1. Using the Booth Multiplication Algorithm, multiply the two unsigned 10-bit numbers 0011011110 and 0001110010. Show the intermediate results after each step.

2. From Tanenbaum, 4th edition, Appendix B, 4.

   The following binary floating-point number consists of a sign bit, an excess 63, radix 2 exponent, and a 16-bit fraction. Express the value of this number as a decimal number.

   0 0111111 0000001111111111

3. From Tanenbaum, 4th edition, Appendix B, 5.

   To add two floating point numbers, you must adjust the exponents (by shifting the fraction) to make them the same. Then you can add the fractions and normalize the result, if need be. Add the single precision IEEE floating-point numbers 3EE00000H and 3D800000H and express the normalized result in hexadecimal. ['H' is a notation indicating these numbers are in hexadecimal]

4. From Tanenbaum, 4th edition, Appendix B, 6.

   The Tightwad Computer Company has decided to come out with a machine having 16-bit floating-point numbers. The model 0.001 has a floating-point format with a sign bit, 7-bit, excess 63 exponent and 8-bit fraction. Model 0.002 has a sign bit, 5-bit, excess 15 exponent and a 10-bit fraction. Both use radix 2 exponentiation. What are the smallest and largest positive normalized numbers on both models? About how many decimal digits of precision does each have?

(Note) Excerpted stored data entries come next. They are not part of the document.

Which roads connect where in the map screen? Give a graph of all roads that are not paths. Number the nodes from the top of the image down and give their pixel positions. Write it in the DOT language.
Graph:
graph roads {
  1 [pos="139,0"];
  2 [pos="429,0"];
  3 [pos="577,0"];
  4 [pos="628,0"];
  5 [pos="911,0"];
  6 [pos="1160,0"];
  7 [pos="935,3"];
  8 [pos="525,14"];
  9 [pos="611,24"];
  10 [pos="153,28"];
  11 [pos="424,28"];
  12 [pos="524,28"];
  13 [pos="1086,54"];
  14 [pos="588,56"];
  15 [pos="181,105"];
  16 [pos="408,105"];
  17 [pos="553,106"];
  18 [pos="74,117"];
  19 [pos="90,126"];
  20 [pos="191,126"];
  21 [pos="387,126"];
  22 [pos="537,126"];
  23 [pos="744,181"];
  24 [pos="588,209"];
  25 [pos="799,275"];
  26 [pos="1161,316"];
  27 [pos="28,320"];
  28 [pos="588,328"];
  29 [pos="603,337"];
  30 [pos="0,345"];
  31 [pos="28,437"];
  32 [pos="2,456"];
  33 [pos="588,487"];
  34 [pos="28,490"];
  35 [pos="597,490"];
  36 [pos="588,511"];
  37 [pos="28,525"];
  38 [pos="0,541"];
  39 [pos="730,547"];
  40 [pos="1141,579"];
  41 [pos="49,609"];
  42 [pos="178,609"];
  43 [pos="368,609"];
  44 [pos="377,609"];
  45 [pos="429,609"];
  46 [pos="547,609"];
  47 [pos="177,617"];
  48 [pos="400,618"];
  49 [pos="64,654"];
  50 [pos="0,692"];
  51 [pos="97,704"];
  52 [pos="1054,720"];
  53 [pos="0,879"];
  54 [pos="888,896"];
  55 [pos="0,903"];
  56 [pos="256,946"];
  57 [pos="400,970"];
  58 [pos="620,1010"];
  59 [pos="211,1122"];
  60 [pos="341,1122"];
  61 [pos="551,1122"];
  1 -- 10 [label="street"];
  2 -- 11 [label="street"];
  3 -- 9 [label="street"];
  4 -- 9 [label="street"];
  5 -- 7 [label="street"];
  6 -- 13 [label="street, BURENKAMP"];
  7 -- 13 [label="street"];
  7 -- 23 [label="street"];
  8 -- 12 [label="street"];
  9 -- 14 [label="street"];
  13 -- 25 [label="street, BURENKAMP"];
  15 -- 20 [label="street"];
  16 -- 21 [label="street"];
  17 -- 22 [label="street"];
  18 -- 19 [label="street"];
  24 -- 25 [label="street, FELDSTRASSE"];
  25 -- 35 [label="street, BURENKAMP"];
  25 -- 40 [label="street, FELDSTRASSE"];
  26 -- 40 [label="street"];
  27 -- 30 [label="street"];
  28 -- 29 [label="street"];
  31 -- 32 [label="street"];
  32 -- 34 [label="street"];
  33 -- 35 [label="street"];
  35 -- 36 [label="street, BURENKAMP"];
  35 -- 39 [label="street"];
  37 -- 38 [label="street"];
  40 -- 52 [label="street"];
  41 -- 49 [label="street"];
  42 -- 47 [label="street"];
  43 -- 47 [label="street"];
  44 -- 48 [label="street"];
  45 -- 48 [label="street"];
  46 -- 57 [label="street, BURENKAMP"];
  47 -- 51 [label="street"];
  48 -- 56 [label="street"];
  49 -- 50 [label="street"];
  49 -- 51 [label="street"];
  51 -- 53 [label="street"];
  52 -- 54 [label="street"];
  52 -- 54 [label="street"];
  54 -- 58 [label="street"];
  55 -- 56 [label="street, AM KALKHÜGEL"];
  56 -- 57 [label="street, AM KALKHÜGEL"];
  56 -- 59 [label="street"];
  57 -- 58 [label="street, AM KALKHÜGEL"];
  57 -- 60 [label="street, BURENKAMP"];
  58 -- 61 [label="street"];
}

Would you buy either one?

5. The following numbers are represented exactly with a 9-bit floating point representation, in the format of the IEEE Floating Point standard:

   -infinity, -1, 0, 5/16, 19.5, 48.

   1. How many bits are needed for the fraction?
   2. What is the bias?
   3. Write each number in in the 9-bit floating point representation, below:

      Value	Representation
      48
      19.5
      5/16
      0
      -1
      -infinity

6. We have got the following expression to compute:

       a*x^6 + b*x^5 + c*x^4 + d*x^3 + e*x^2 + f*x + g 
   

   • How many operations and time-steps will the computation take on a single processor system (Use the smallest number of operations possible)?
   • How many operations and time-steps will the computation take on a multiprocessor system with 4 processors? (Use the smallest number of operations possible)
   • What is the speedup of the multiprocessor system over a single processor?

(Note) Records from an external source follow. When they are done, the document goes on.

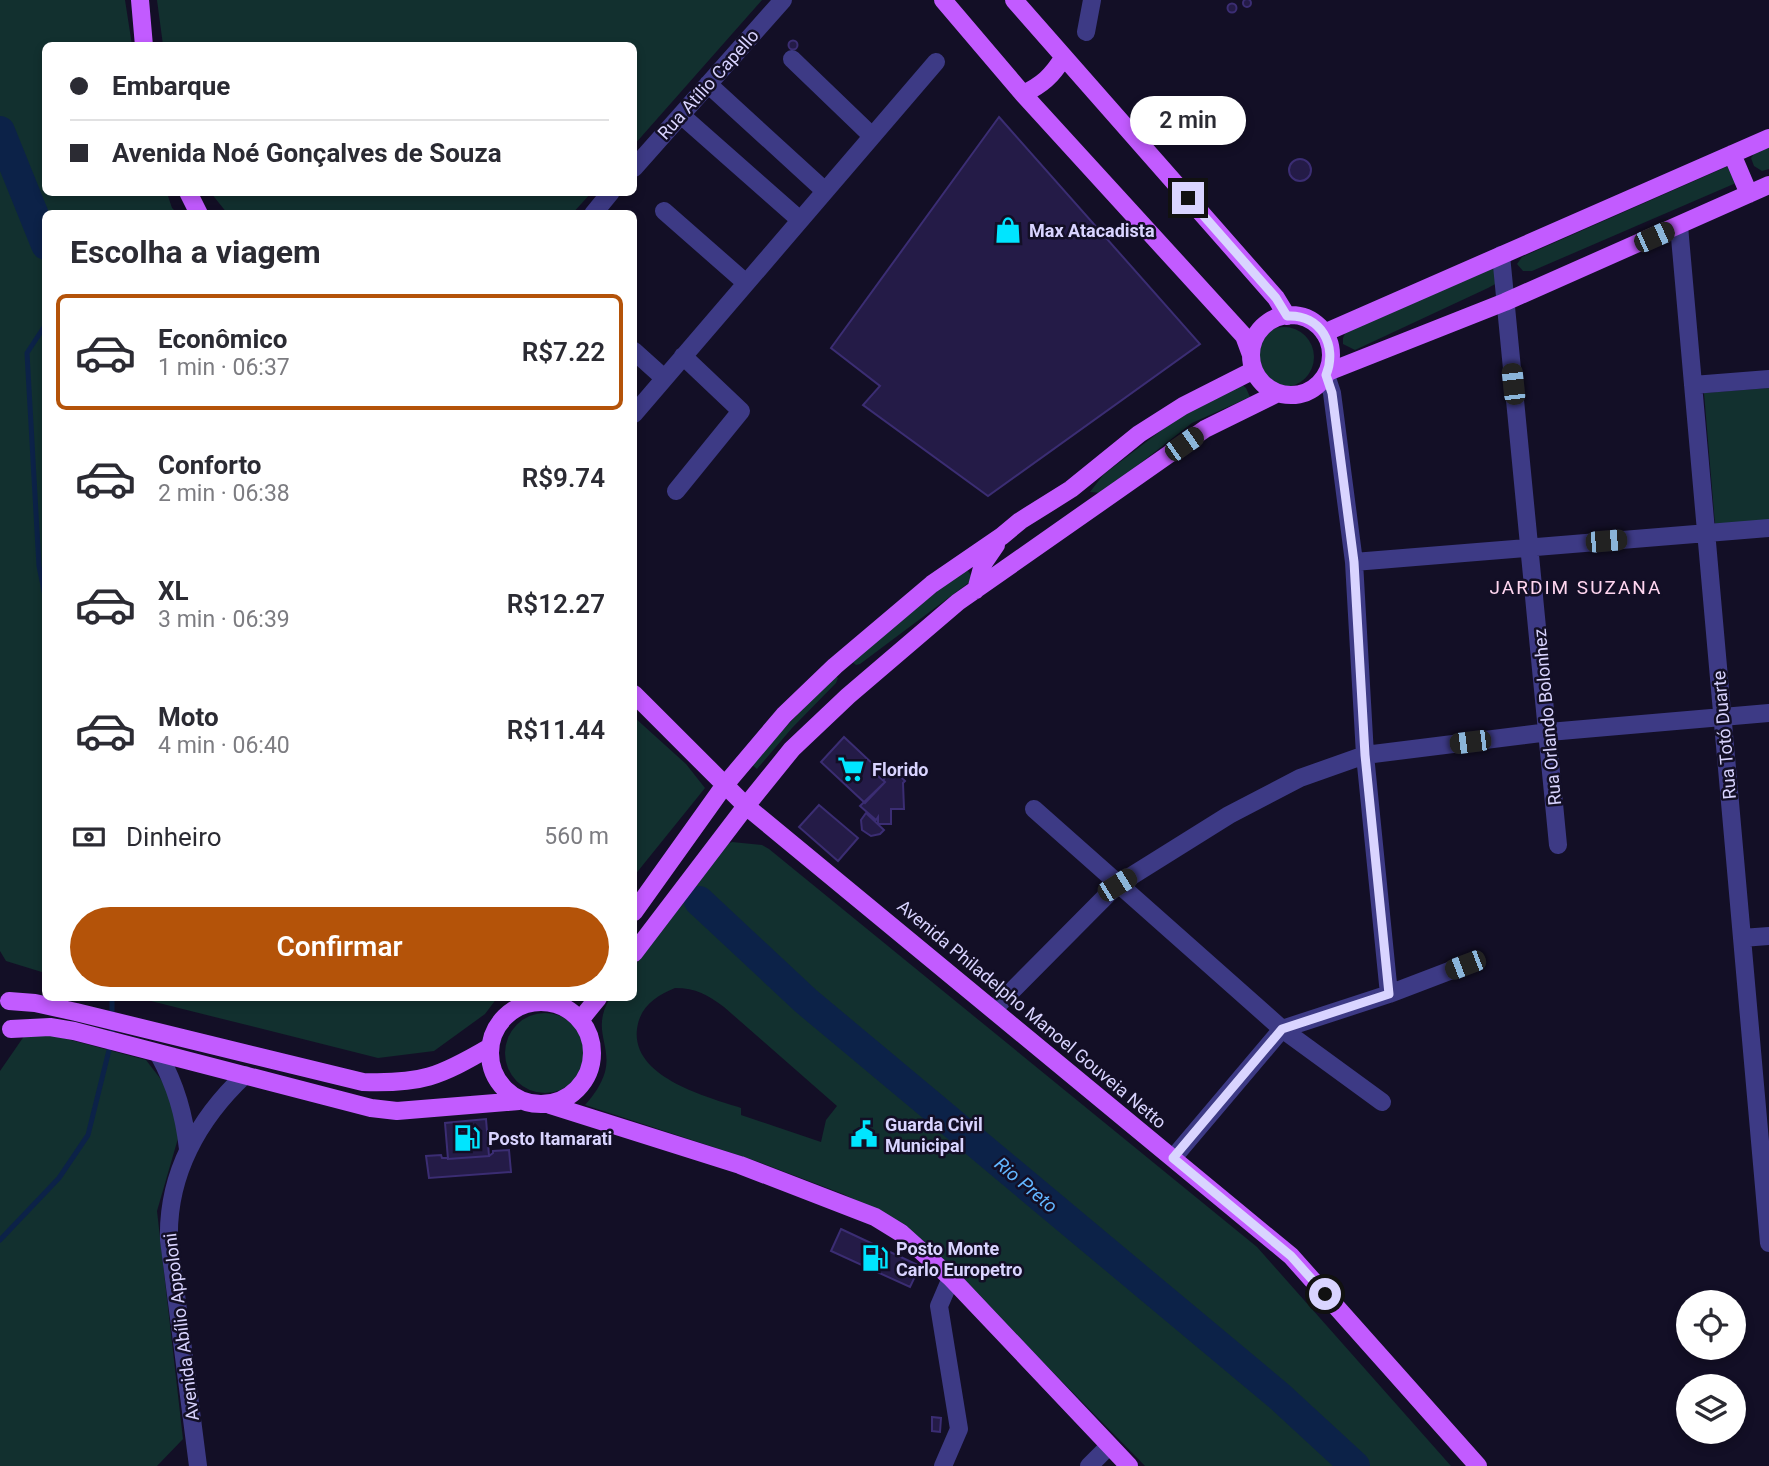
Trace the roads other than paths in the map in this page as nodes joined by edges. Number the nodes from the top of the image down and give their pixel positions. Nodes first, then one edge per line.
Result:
1 (140, 0) edge
2 (783, 0) edge
3 (943, 0) edge
4 (1014, 0) edge
5 (1092, 0) edge
6 (1086, 32) dead end
7 (144, 42) edge
8 (1063, 58) junction
9 (792, 59) dead end
10 (936, 62) dead end
11 (708, 83) junction
12 (1023, 94) junction
13 (681, 115) junction
14 (872, 136) junction
15 (1769, 138) edge
16 (1732, 154) junction
17 (637, 165) edge
18 (1769, 185) edge
19 (825, 191) junction
20 (1769, 192) edge
21 (1749, 194) junction
22 (608, 196) edge
23 (596, 210) edge
24 (664, 211) dead end
25 (800, 220) junction
26 (1679, 226) junction
27 (1501, 255) junction
28 (746, 283) junction
29 (1505, 302) junction
30 (1287, 316) junction
31 (1324, 333) junction
32 (637, 354) edge
33 (683, 356) junction
34 (1252, 363) junction
35 (664, 378) junction
36 (1769, 379) edge
37 (1326, 381) junction
38 (1693, 385) junction
39 (1278, 393) junction
40 (637, 410) edge
41 (1071, 489) junction
42 (676, 491) dead end
43 (1769, 528) edge
44 (1706, 533) junction
45 (1054, 535) junction
46 (1003, 536) junction
47 (1530, 548) junction
48 (1354, 562) junction
49 (976, 590) junction
50 (835, 666) junction
51 (857, 688) junction
52 (637, 697) edge
53 (1769, 713) edge
54 (1722, 717) junction
55 (1549, 732) junction
56 (1365, 755) junction
57 (724, 786) junction
58 (746, 806) junction
59 (1034, 809) dead end
60 (1558, 845) dead end
61 (1117, 885) junction
62 (637, 908) edge
63 (1769, 936) edge
64 (1742, 938) junction
65 (637, 949) edge
66 (1465, 965) dead end
67 (1389, 994) junction
68 (5, 998) edge
69 (544, 1001) edge
70 (557, 1001) edge
71 (596, 1001) edge
72 (994, 1009) junction
73 (581, 1019) junction
74 (1282, 1029) junction
75 (6, 1033) edge
76 (490, 1047) junction
77 (159, 1055) junction
78 (245, 1075) junction
79 (519, 1101) junction
80 (1382, 1102) dead end
81 (550, 1105) junction
82 (188, 1149) junction
83 (1173, 1158) junction
84 (1769, 1243) edge
85 (951, 1278) junction
86 (1109, 1446) junction
87 (198, 1466) edge
88 (943, 1466) edge
89 (1089, 1466) edge
90 (1129, 1466) edge
91 (1478, 1466) edge

1 - 7 main road
2 - 11 street, Rua Atílio Capello
3 - 12 main road
4 - 8 main road
5 - 6 street
8 - 12 main road
8 - 30 main road
9 - 14 street
10 - 14 street
11 - 13 street, Rua Atílio Capello
11 - 19 street
12 - 34 main road
13 - 17 street, Rua Atílio Capello
13 - 25 street
14 - 19 street
15 - 16 main road
16 - 21 main road
16 - 27 main road
18 - 21 main road
19 - 25 street
20 - 21 street
21 - 26 main road
22 - 23 street
24 - 28 street
25 - 28 street
26 - 29 main road
26 - 38 street, Rua Totó Duarte
27 - 29 street, Rua Orlando Bolonhez
27 - 31 main road
28 - 33 street
29 - 37 main road
29 - 47 street, Rua Orlando Bolonhez
30 - 31 main road
30 - 34 main road
31 - 37 main road
32 - 35 street
33 - 35 street
33 - 42 street
34 - 39 main road
34 - 41 main road
35 - 40 street
36 - 38 street
37 - 39 main road
37 - 48 street
38 - 44 street, Rua Totó Duarte
39 - 45 main road
41 - 45 main road
41 - 46 main road
43 - 44 street
44 - 47 street
44 - 54 street, Rua Totó Duarte
45 - 49 main road
46 - 49 main road
46 - 50 main road
47 - 48 street
47 - 55 street, Rua Orlando Bolonhez
48 - 56 street
49 - 51 main road
50 - 51 main road
50 - 57 main road
51 - 58 main road
52 - 57 main road, Avenida Philadelpho Manoel Gouveia Netto
53 - 54 street
54 - 55 street
54 - 64 street, Rua Totó Duarte
55 - 56 street
55 - 60 street, Rua Orlando Bolonhez
56 - 61 street
56 - 67 street
57 - 58 main road, Avenida Philadelpho Manoel Gouveia Netto
57 - 62 main road
58 - 65 main road
58 - 72 main road, Avenida Philadelpho Manoel Gouveia Netto
59 - 61 street
61 - 72 street
61 - 74 street
63 - 64 street
64 - 84 street, Rua Totó Duarte
66 - 67 street
67 - 74 street
68 - 75 main road
68 - 76 main road
69 - 76 main road
70 - 73 main road
71 - 73 main road
72 - 83 main road, Avenida Philadelpho Manoel Gouveia Netto
73 - 81 main road
74 - 80 street
74 - 83 street
75 - 77 main road
76 - 79 main road
77 - 78 main road
77 - 82 street, Avenida Abílio Appoloni
78 - 79 main road
78 - 82 street, Avenida Abílio Appoloni
79 - 81 main road
81 - 85 main road
82 - 87 street, Avenida Abílio Appoloni
83 - 91 main road, Avenida Philadelpho Manoel Gouveia Netto
85 - 86 main road
85 - 88 street
86 - 89 street
86 - 90 main road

7. In an Omega network as presented in class, assume that there are n inputs and n outputs. Let k be the size of each switch. For k taking the values 2, 4, 8, and 64, answer the following questions. (Assume the cost of each switch is k^2)
   
   a. What is the cost of the network as a function of n?
   b. What is the latency of the network?
   c. Assume that n=64. What k value would you choose? Why? State your assumptions and design point.